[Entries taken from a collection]
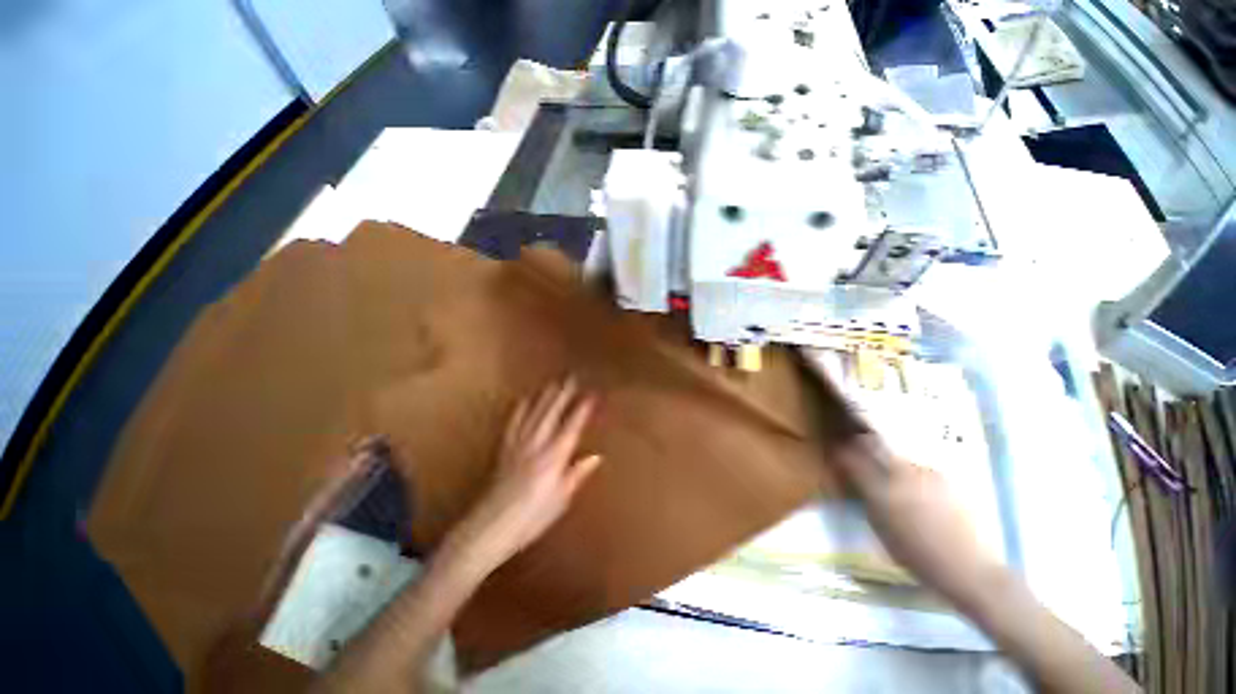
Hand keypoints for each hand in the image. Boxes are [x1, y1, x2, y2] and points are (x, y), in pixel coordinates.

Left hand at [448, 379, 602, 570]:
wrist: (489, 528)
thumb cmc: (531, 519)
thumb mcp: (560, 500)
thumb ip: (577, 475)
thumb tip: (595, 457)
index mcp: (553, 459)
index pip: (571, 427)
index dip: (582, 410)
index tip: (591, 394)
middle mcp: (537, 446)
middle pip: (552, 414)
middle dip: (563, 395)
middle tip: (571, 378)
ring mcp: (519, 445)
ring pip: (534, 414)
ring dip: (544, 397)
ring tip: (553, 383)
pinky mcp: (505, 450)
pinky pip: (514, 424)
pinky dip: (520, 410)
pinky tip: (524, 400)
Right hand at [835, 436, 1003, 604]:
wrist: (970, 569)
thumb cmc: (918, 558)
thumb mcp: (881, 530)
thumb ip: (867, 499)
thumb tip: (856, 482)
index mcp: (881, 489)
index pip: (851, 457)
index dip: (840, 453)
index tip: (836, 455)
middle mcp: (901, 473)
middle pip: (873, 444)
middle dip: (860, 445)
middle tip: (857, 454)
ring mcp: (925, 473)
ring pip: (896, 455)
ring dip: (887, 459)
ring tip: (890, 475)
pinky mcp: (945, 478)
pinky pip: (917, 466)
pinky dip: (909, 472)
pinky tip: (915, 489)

--

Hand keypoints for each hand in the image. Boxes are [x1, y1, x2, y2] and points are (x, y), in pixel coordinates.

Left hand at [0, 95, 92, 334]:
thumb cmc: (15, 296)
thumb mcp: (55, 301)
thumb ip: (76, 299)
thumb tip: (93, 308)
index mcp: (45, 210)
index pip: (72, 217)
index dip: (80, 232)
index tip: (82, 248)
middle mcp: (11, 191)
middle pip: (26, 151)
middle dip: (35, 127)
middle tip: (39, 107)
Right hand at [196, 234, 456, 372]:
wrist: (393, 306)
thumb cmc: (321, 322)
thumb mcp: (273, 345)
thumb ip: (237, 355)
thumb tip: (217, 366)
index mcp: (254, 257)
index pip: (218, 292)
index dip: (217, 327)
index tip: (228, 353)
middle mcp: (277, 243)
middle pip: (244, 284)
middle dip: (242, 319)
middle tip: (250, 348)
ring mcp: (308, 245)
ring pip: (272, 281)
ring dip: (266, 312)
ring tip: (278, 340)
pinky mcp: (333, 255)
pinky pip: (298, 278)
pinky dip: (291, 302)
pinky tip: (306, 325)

PROBLEM DESCRIPTION: Out of the data above, give again only the lines starting at the one holding "ring mcp: (519, 445)" and ending at the one holding "pinky tip: (915, 489)", unchanged.

SOLUTION FOR THIS PROBLEM:
ring mcp: (519, 445)
ring pip: (534, 414)
ring dip: (544, 397)
ring tip: (553, 383)
pinky mcp: (505, 450)
pinky pip: (514, 424)
pinky dip: (520, 410)
pinky tip: (524, 400)
Right hand at [835, 436, 1003, 604]:
wrist: (970, 569)
thumb cmc: (918, 558)
thumb mcp: (881, 530)
thumb ip: (867, 499)
thumb tip: (856, 482)
index mcp: (881, 489)
index pip: (851, 457)
index dip: (840, 453)
index tip: (836, 455)
middle mcp: (901, 473)
middle pip: (873, 444)
middle dip: (860, 445)
middle tip: (857, 454)
ring mcp: (925, 473)
ring pip: (896, 455)
ring dip: (887, 459)
ring tip: (890, 475)
pinky mcp: (945, 478)
pinky pip: (917, 466)
pinky dip: (909, 472)
pinky tip: (915, 489)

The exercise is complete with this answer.